The factual setting of this case also undermines McEnroe's reliance on the clause excepting "activities which are ordinarily incident to non-business pursuits" from the reach of the "business pursuits" exclusion. McEnroe contends that his altercation with Schneider should be considered a non-business activity because it was a "frolic and detour" from the tennis match, not in furtherance of any business pursuit. Citing a line of cases involving various pranks and practical jokes, McEnroe asserts that a "momentary deviation from . . . 'business pursuits' -- . . . horseplay . . . -- should be classified as an activity ordinarily incident to non-business pursuits. . . ." State Farm Fire & Cas. Co. v. National Union Fire Ins. Co., 87 Ill. App. 2d 15, 230 N.E.2d 513, 515 (1967). Whether or not these cases are correctly decided, they are simply inapposite to the facts at issue.
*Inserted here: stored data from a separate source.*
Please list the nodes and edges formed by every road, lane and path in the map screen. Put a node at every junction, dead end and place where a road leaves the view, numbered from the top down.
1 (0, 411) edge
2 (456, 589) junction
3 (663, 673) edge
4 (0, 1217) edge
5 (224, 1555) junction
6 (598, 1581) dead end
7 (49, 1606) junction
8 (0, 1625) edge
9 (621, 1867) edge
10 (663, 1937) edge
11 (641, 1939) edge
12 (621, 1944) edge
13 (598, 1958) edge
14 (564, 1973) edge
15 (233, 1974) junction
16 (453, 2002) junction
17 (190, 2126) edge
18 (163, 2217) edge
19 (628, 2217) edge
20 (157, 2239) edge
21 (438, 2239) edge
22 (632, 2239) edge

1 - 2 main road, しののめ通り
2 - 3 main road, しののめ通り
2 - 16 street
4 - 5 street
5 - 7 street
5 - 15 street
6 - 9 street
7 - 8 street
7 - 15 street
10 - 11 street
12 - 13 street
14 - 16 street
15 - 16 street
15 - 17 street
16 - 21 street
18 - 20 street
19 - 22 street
McEnroe can claim a "momentary deviation" from his business pursuit only by defining that pursuit far too narrowly. Unlike the occupations involved in the "horseplay" cases -- State Farm, supra (elevator repairman), Morrill v. Gallagher, 370 Mich. 578, 122 N.W.2d 687 (1963) (general manager), Jackson v. Lajaunie, 270 So.2d 859 (La. 1972) (service station operator) -- professional tennis is a form of entertainment whose very existence depends on the participation of third parties, its fans.
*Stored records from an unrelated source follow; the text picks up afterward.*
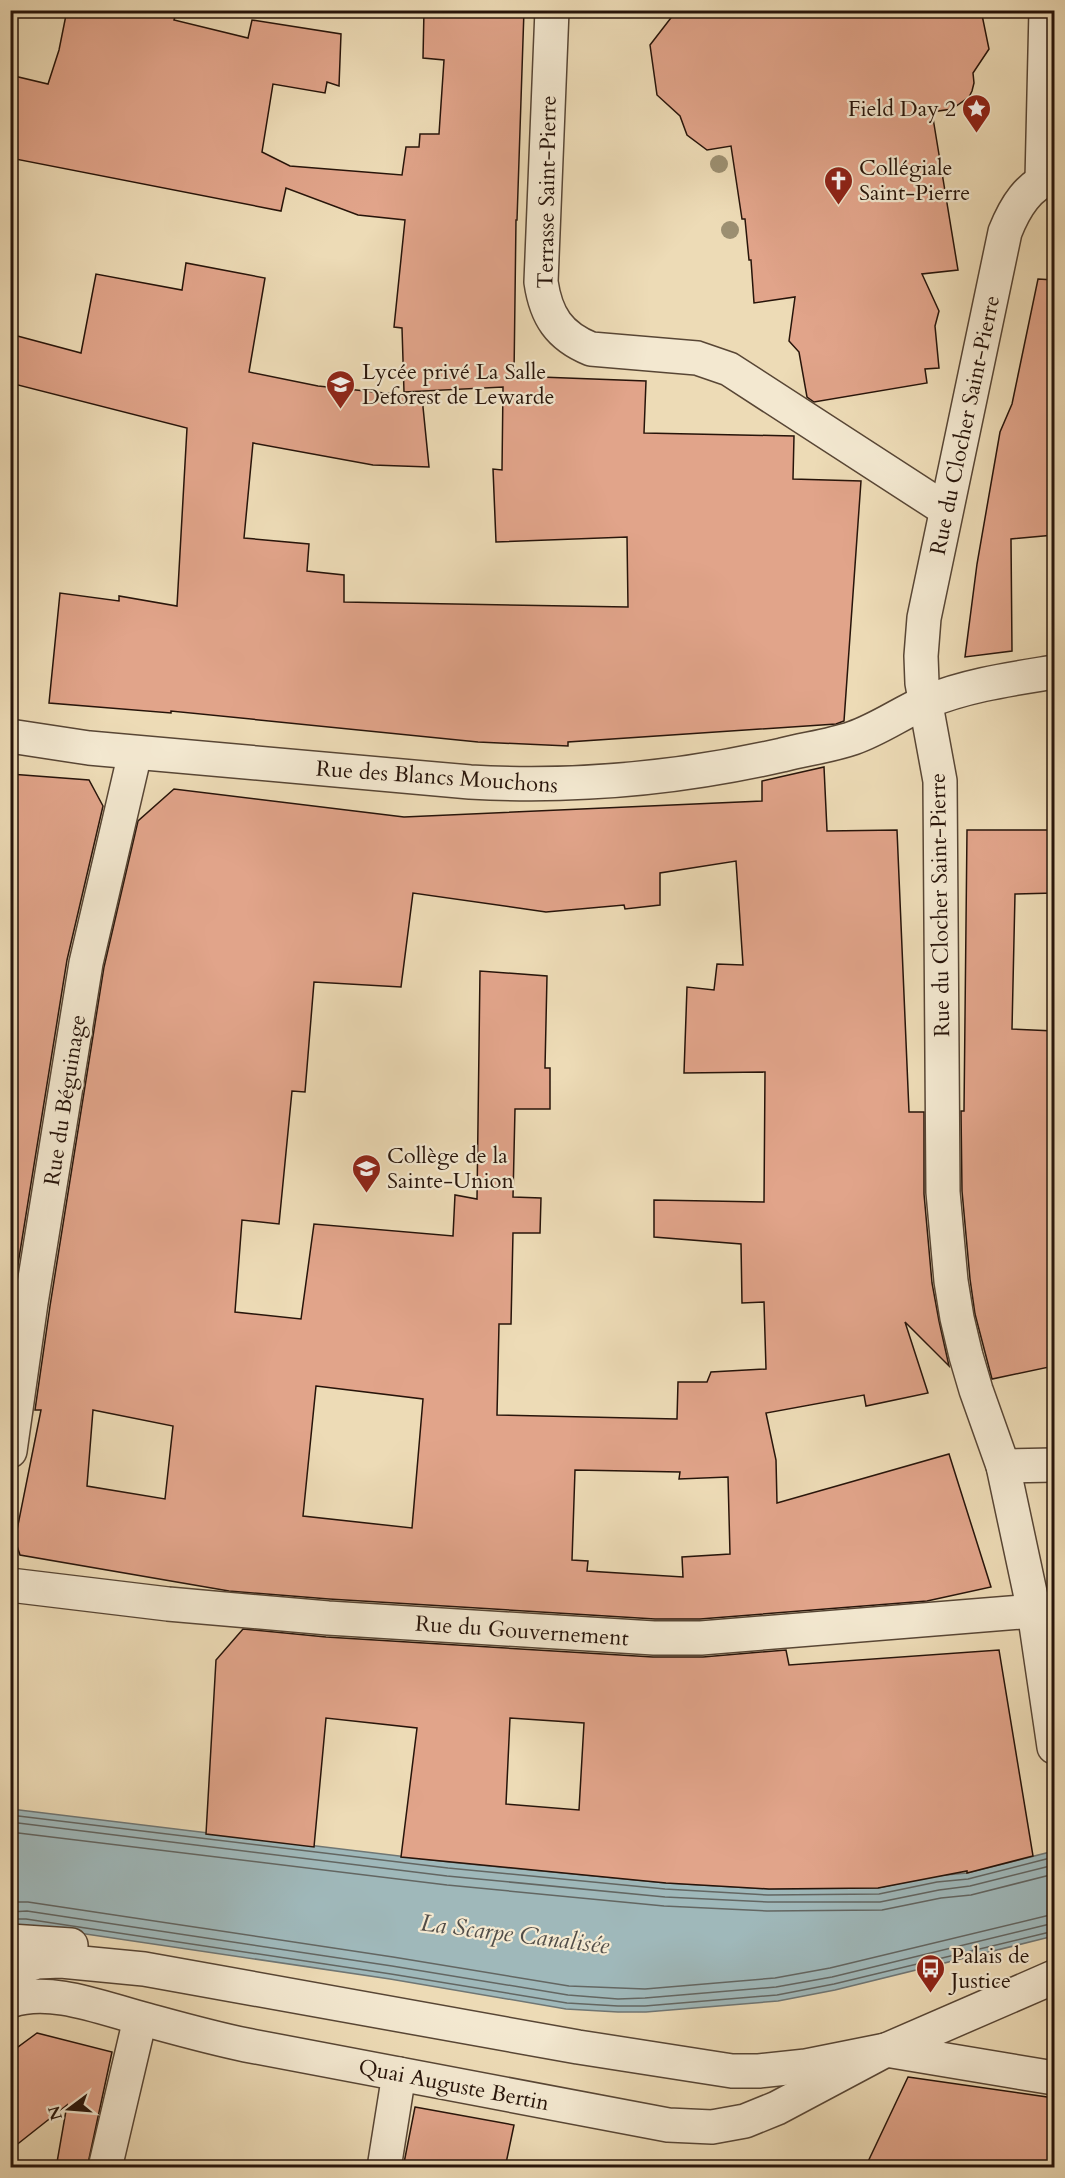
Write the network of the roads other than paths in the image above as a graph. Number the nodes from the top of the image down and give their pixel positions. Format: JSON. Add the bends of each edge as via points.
{"nodes":[{"id":1,"x":552,"y":10,"type":"edge"},
{"id":2,"x":1046,"y":10,"type":"edge"},
{"id":3,"x":1048,"y":178,"type":"edge"},
{"id":4,"x":945,"y":509,"type":"junction"},
{"id":5,"x":1054,"y":672,"type":"edge"},
{"id":6,"x":925,"y":703,"type":"junction"},
{"id":7,"x":10,"y":736,"type":"edge"},
{"id":8,"x":135,"y":753,"type":"junction"},
{"id":9,"x":10,"y":1451,"type":"edge"},
{"id":10,"x":1054,"y":1465,"type":"edge"},
{"id":11,"x":1003,"y":1466,"type":"junction"},
{"id":12,"x":10,"y":1585,"type":"edge"},
{"id":13,"x":1034,"y":1611,"type":"junction"},
{"id":14,"x":1054,"y":1746,"type":"edge"},
{"id":15,"x":10,"y":1941,"type":"edge"},
{"id":16,"x":86,"y":1964,"type":"junction"},
{"id":17,"x":10,"y":1971,"type":"edge"},
{"id":18,"x":1054,"y":1977,"type":"edge"},
{"id":19,"x":10,"y":2001,"type":"edge"},
{"id":20,"x":140,"y":2019,"type":"junction"},
{"id":21,"x":886,"y":2050,"type":"junction"},
{"id":22,"x":399,"y":2074,"type":"junction"},
{"id":23,"x":1054,"y":2078,"type":"edge"},
{"id":24,"x":105,"y":2168,"type":"edge"},
{"id":25,"x":384,"y":2168,"type":"edge"}],
"edges":[{"from":1,"to":4,"type":"street","name":"Terrasse Saint-Pierre","via":[[541,282],[551,319],[576,343],[591,349],[697,358],[729,369]]},
{"from":2,"to":3,"type":"street"},
{"from":3,"to":4,"type":"street","name":"Rue du Clocher Saint-Pierre","via":[[1027,193],[1005,232]]},
{"from":4,"to":6,"type":"street","name":"Rue du Clocher Saint-Pierre","via":[[924,618],[921,656]]},
{"from":5,"to":6,"type":"street","name":"Rue des Blancs Mouchons","via":[[970,687]]},
{"from":6,"to":8,"type":"street","name":"Rue des Blancs Mouchons","via":[[851,739],[725,767],[604,783],[502,784]]},
{"from":6,"to":11,"type":"street","name":"Rue du Clocher Saint-Pierre","via":[[940,781],[946,1236],[966,1356]]},
{"from":7,"to":8,"type":"street","name":"Rue des Blancs Mouchons"},
{"from":8,"to":9,"type":"street","name":"Rue du Béguinage","via":[[86,963]]},
{"from":10,"to":11,"type":"street"},
{"from":11,"to":13,"type":"street","name":"Rue du Clocher Saint-Pierre"},
{"from":12,"to":13,"type":"street","name":"Rue du Gouvernement","via":[[328,1618],[654,1638],[701,1638]]},
{"from":13,"to":14,"type":"street","name":"Rue du Clocher Saint-Pierre"},
{"from":15,"to":16,"type":"street","via":[[75,1945]]},
{"from":16,"to":17,"type":"street","name":"Quai Auguste Bertin","via":[[37,1962]]},
{"from":16,"to":21,"type":"street","name":"Quai Auguste Bertin","via":[[144,1969],[578,2048],[732,2071],[806,2066]]},
{"from":18,"to":21,"type":"street","name":"Quai Auguste Bertin"},
{"from":19,"to":20,"type":"street","name":"Quai Auguste Bertin","via":[[30,1996],[66,1998]]},
{"from":20,"to":22,"type":"street","name":"Quai Auguste Bertin","via":[[211,2038]]},
{"from":20,"to":24,"type":"street"},
{"from":21,"to":22,"type":"street","name":"Quai Auguste Bertin","via":[[777,2108],[745,2121],[712,2127],[668,2125]]},
{"from":21,"to":23,"type":"street","name":"Quai Auguste Bertin"},
{"from":22,"to":25,"type":"street"}]}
McEnroe's attempt to describe his business pursuit as including only the course of play, and excluding all interaction with spectators, is unrealistic. The attitude of the fans, whether hushed in a close match, or effusive in their support of a local favorite, is integral to the business of professional tennis. Likewise, like a baseball player doffing his cap after a home run, or a wide receiver dancing in the end zone after a touchdown, a tennis player plies his trade and gains an audience not only by gracefully executing lobs and passing shots, but also by graciously accepting the cheers of the crowd after a hard-fought victory.
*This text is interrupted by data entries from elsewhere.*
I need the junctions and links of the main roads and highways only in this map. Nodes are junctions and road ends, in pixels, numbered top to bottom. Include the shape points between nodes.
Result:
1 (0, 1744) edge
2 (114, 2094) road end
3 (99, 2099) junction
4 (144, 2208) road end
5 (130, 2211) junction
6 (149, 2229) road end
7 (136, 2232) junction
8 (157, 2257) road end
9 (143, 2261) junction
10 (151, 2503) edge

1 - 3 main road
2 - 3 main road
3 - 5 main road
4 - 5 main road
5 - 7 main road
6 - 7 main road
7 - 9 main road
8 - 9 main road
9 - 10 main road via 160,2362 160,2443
The understanding that the business of tennis is not confined solely to the game of tennis is not lost on those who promote that business. The Tournament Regulations of the Men's International Professional Tennis Council provide, for example, that "[a] player participating in the finals of a tournament . . . must attend and participate in the final ceremonies after the match . . ." Art. V, § I. Perhaps more to the point are rules directing that players shall not verbally or physically "abuse any . . . spectator . . . within the precincts of the tournament site." Art. V, §§ Q, R. Violations of these latter rules during a match may subject the player to penalties ranging from a warning to a default of the entire match. Art. V, §§ Q, R. V. Because the incident with Schneider could have had an immediate and substantial effect on McEnroe's business pursuit, i.e., the tennis match in which he was participating, it defies common sense to argue that this business pursuit was somehow suspended for the "several moments" during which the incident took place. Instead, the only reasonable conclusion is that, in the unambiguous language of the policy at issue, any injury that Schneider may have suffered did arise out of McEnroe's business pursuit.
For the reasons stated herein, plaintiff's motion for summary judgment is granted.